Saved data entries:
::::::::
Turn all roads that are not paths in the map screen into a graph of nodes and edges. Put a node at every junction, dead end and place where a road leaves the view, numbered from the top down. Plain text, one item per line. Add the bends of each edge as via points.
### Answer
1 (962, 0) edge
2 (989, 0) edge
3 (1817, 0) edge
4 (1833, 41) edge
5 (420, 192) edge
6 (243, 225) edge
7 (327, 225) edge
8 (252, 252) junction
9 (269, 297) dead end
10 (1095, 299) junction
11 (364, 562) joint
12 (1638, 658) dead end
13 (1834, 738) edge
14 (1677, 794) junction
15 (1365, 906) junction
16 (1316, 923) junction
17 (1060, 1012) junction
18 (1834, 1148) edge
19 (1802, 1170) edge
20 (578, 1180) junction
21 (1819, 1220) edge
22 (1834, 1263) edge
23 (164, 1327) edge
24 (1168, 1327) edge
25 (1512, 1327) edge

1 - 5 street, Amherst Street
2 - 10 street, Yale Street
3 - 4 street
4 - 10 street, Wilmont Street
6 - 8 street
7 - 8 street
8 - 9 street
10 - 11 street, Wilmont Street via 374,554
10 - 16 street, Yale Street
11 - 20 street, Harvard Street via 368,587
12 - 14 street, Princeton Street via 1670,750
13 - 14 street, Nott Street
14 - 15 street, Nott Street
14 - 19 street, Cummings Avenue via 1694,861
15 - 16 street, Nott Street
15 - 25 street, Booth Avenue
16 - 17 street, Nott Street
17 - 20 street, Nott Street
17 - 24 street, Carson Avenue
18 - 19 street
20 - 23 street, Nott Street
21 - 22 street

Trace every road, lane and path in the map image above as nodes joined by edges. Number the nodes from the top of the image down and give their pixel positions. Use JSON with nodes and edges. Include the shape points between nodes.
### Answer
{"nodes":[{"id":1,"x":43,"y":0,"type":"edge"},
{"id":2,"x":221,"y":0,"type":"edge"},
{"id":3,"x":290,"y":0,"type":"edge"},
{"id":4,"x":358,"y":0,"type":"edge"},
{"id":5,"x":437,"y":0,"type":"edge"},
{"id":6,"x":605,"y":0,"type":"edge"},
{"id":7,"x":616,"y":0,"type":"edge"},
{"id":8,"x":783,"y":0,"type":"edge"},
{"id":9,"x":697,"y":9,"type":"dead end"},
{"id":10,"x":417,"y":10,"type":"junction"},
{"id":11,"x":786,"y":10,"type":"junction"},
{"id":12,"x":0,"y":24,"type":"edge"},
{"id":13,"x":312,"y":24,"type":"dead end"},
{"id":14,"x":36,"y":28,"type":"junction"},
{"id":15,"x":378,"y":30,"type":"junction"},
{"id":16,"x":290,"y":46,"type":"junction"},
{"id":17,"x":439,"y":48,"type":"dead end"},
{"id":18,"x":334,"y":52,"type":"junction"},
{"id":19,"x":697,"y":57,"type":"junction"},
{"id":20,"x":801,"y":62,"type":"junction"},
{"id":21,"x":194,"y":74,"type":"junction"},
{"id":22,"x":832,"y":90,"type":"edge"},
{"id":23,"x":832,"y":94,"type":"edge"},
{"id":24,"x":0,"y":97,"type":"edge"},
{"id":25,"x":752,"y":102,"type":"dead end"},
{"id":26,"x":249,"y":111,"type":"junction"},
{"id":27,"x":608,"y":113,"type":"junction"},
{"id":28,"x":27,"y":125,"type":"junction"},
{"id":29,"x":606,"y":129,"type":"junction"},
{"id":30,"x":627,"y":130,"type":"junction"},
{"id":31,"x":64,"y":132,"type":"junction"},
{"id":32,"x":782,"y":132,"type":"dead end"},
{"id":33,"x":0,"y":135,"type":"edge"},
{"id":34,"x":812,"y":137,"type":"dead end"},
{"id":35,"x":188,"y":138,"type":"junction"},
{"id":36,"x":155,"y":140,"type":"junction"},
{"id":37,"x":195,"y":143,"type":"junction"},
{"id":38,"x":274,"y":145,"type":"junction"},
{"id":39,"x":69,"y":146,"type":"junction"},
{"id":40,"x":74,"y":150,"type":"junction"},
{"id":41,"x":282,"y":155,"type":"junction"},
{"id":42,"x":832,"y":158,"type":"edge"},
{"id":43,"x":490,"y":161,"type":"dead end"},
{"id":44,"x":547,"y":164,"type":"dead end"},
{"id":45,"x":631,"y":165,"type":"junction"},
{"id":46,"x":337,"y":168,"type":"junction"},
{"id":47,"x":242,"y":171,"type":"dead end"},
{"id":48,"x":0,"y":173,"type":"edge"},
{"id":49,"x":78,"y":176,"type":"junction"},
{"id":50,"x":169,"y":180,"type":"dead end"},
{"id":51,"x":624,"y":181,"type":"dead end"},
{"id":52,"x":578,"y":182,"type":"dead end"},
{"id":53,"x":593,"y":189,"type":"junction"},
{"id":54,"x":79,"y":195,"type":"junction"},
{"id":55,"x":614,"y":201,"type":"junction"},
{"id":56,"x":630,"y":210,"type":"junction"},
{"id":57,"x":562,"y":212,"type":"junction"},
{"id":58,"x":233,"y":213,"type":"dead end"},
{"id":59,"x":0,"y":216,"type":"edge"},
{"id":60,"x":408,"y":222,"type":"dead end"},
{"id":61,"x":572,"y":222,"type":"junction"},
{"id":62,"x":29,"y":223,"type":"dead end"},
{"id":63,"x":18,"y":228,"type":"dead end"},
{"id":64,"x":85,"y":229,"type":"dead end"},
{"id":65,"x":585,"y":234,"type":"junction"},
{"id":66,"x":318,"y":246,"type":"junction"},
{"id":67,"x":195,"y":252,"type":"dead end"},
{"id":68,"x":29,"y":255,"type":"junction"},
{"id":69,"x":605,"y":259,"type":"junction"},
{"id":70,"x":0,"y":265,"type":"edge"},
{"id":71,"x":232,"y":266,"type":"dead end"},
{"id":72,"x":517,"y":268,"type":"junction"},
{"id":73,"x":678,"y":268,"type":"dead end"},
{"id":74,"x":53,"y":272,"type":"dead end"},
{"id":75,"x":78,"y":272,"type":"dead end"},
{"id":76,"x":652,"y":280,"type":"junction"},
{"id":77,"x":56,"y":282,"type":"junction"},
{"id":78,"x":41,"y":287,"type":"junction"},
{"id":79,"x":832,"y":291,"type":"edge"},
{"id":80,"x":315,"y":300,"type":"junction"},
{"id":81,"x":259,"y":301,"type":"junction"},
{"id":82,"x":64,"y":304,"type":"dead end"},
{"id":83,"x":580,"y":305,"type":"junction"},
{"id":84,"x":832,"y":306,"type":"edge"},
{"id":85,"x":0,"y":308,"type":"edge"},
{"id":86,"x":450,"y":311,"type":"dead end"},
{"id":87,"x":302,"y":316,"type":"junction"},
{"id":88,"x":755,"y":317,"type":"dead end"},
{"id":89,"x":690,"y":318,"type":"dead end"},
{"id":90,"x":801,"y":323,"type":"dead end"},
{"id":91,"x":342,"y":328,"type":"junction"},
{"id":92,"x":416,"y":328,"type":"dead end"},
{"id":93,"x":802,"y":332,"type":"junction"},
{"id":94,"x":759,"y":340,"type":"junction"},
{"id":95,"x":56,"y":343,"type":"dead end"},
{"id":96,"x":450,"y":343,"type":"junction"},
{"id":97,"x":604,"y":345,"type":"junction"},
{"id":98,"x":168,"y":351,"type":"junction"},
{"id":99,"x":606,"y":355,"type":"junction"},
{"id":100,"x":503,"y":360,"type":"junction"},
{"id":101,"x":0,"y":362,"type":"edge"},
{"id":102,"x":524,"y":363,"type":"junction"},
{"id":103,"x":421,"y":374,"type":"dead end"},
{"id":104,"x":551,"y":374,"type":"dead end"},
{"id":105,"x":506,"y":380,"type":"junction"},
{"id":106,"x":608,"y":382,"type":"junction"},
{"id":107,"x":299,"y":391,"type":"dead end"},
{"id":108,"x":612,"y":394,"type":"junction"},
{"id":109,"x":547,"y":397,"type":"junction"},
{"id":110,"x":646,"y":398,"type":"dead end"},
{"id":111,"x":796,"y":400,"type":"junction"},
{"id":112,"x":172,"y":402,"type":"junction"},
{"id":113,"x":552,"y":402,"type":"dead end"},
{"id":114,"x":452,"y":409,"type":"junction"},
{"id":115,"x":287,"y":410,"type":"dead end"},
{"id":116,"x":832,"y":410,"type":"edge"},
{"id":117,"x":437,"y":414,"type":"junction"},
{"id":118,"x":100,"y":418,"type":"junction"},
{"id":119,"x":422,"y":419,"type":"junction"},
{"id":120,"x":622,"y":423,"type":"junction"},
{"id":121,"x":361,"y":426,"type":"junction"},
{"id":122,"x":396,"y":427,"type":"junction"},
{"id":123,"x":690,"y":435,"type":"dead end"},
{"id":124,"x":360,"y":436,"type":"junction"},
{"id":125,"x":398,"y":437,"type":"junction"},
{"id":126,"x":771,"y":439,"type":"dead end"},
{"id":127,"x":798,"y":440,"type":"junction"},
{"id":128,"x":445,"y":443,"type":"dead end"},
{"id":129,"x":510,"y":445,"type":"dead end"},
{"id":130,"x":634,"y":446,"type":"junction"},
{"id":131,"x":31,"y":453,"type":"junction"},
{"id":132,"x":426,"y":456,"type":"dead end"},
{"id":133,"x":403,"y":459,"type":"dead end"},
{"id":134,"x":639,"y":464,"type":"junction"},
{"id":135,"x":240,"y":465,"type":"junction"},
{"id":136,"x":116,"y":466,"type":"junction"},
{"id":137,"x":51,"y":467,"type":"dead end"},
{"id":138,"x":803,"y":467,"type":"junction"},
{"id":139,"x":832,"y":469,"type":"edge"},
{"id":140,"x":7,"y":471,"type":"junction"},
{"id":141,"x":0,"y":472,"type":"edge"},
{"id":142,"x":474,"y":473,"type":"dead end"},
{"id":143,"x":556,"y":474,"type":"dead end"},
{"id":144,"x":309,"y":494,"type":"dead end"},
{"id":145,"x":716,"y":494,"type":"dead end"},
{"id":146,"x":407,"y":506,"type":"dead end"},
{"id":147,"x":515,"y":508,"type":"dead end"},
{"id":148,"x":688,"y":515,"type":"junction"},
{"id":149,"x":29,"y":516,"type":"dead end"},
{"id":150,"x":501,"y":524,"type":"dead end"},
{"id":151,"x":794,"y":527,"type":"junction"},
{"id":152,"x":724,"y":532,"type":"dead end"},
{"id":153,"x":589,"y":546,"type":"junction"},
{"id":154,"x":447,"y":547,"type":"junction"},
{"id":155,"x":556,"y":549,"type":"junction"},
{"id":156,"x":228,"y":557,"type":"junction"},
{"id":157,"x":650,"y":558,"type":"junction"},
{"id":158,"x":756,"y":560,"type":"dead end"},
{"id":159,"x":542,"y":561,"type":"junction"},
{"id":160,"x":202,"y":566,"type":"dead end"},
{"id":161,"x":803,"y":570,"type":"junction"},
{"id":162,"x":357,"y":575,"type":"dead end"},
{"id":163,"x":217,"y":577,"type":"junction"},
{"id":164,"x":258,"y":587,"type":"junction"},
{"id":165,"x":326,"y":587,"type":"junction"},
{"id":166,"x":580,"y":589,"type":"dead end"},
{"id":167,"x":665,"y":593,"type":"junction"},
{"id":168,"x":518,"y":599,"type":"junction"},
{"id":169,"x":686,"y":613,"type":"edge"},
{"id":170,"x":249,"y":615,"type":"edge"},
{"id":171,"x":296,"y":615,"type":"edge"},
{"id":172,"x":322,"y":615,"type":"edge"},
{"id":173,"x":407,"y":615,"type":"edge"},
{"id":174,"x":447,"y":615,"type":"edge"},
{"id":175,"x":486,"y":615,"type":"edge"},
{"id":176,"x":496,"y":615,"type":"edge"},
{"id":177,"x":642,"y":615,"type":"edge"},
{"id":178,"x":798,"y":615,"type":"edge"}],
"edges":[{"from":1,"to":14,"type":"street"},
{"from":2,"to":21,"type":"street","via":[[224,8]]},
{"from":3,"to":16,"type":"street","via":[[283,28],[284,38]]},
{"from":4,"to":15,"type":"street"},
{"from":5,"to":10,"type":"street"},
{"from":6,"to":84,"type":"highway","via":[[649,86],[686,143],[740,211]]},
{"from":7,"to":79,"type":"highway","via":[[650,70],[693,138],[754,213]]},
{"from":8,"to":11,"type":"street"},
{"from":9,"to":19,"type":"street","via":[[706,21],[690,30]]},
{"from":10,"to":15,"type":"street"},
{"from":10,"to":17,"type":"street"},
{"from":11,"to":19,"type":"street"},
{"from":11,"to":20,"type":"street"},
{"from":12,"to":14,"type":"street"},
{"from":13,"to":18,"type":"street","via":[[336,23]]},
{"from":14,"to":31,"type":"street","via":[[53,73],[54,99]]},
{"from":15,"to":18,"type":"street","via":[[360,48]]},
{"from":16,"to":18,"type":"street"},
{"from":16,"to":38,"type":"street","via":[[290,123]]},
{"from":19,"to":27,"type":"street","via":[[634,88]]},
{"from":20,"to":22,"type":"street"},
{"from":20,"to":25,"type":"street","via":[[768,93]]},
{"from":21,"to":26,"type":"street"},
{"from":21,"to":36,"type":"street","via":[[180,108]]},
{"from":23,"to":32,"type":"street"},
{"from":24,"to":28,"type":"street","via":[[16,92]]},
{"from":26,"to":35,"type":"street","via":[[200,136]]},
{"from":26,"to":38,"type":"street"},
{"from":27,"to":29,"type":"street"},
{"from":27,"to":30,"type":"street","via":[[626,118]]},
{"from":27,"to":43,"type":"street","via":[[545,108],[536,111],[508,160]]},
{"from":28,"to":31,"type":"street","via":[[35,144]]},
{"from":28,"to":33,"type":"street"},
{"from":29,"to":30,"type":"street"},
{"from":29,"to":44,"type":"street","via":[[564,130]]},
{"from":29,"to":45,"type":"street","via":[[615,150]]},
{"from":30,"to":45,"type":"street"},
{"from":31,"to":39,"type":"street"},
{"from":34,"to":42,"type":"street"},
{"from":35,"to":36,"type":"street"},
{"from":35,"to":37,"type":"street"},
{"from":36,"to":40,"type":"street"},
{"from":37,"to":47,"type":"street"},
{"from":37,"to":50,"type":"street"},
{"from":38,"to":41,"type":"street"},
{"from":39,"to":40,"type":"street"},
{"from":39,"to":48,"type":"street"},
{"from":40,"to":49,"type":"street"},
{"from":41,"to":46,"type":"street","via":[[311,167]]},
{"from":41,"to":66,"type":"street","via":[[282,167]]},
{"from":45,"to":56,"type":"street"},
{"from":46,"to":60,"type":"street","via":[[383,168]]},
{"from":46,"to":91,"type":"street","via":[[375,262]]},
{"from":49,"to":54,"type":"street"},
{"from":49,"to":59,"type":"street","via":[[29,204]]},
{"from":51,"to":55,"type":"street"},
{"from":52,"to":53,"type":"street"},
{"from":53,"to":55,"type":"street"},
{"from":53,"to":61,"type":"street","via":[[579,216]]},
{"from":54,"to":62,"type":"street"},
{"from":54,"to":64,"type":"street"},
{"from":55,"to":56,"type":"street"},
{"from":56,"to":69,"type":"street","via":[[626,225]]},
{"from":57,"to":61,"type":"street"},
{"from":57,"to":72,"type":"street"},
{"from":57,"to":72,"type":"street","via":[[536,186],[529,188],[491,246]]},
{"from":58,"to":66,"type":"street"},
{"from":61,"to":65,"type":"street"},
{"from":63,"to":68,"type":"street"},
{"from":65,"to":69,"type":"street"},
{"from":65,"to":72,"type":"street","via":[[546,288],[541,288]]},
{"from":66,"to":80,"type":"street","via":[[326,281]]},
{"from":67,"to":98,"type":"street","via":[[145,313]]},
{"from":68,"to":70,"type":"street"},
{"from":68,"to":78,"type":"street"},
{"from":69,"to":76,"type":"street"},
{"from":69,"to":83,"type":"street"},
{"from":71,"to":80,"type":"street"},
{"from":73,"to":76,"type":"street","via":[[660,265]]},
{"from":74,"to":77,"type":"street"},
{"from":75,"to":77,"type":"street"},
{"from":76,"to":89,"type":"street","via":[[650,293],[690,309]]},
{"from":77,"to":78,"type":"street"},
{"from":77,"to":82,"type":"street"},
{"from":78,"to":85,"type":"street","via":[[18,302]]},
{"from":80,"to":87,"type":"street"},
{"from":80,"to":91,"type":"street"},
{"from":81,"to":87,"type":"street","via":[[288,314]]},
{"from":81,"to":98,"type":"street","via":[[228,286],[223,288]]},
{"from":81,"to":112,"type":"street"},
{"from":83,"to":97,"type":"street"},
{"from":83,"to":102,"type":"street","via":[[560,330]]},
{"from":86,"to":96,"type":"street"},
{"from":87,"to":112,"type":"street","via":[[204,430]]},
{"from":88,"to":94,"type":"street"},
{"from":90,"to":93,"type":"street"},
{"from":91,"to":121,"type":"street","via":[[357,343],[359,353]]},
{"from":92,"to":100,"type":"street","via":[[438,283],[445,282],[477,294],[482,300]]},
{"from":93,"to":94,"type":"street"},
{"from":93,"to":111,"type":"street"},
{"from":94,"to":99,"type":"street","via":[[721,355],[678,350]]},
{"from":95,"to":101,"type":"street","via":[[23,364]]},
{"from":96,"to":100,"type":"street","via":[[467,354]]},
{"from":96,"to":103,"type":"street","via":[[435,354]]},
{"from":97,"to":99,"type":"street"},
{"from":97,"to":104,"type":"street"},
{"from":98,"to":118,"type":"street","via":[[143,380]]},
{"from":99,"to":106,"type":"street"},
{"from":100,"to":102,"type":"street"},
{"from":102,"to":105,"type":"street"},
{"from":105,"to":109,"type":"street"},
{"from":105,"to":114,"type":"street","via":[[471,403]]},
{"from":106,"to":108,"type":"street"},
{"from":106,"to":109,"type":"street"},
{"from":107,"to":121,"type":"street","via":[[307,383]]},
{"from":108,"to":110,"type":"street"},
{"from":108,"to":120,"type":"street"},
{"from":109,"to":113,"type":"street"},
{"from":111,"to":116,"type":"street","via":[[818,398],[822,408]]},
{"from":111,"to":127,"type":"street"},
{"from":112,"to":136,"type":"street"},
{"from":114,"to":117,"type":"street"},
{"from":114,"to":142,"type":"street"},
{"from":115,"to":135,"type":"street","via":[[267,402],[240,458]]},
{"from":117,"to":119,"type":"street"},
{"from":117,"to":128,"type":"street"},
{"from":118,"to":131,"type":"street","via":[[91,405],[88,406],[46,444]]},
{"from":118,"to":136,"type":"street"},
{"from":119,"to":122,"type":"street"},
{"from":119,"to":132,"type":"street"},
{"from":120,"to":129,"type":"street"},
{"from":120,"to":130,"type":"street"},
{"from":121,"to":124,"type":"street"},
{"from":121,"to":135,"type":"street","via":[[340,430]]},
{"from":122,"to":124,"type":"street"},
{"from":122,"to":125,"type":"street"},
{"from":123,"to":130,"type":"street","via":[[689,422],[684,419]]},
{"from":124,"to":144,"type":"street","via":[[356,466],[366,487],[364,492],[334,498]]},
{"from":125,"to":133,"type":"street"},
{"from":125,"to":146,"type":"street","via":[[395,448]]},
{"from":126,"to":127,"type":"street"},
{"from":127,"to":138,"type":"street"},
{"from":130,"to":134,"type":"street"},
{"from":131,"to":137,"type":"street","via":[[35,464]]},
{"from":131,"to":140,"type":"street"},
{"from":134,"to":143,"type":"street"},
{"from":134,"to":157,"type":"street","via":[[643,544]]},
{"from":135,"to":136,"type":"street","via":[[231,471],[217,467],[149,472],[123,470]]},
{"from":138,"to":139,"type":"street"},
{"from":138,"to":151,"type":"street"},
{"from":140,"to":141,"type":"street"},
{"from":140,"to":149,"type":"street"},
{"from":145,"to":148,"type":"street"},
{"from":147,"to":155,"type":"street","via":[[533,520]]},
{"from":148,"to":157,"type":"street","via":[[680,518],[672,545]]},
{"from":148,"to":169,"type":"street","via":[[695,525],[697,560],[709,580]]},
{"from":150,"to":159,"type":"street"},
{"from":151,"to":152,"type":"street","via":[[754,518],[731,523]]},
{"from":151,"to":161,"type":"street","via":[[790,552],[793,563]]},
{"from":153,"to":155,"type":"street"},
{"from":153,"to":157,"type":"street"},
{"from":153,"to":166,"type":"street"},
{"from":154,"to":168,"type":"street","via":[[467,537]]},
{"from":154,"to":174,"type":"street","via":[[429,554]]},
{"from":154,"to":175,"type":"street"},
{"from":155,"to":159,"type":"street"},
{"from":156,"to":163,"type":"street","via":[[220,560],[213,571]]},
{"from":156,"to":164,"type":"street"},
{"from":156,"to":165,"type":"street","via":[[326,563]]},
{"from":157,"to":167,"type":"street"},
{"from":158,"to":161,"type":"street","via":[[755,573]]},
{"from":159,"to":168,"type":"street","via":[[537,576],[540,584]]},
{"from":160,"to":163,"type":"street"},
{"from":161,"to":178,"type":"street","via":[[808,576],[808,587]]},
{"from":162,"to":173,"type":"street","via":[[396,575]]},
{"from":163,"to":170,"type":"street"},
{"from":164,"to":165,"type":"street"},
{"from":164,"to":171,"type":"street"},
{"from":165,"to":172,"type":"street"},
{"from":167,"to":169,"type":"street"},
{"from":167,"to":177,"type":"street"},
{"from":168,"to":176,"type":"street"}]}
::::::::
▶ _Task objective_:
Where a line of the records has the string "road", copy that line.

▶ _Solution to this exercise_:
Turn all roads that are not paths in the map screen into a graph of nodes and edges. Put a node at every junction, dead end and place where a road leaves the view, numbered from the top down. Plain text, one item per line. Add the bends of each edge as via points.
Trace every road, lane and path in the map image above as nodes joined by edges. Number the nodes from the top of the image down and give their pixel positions. Use JSON with nodes and edges. Include the shape points between nodes.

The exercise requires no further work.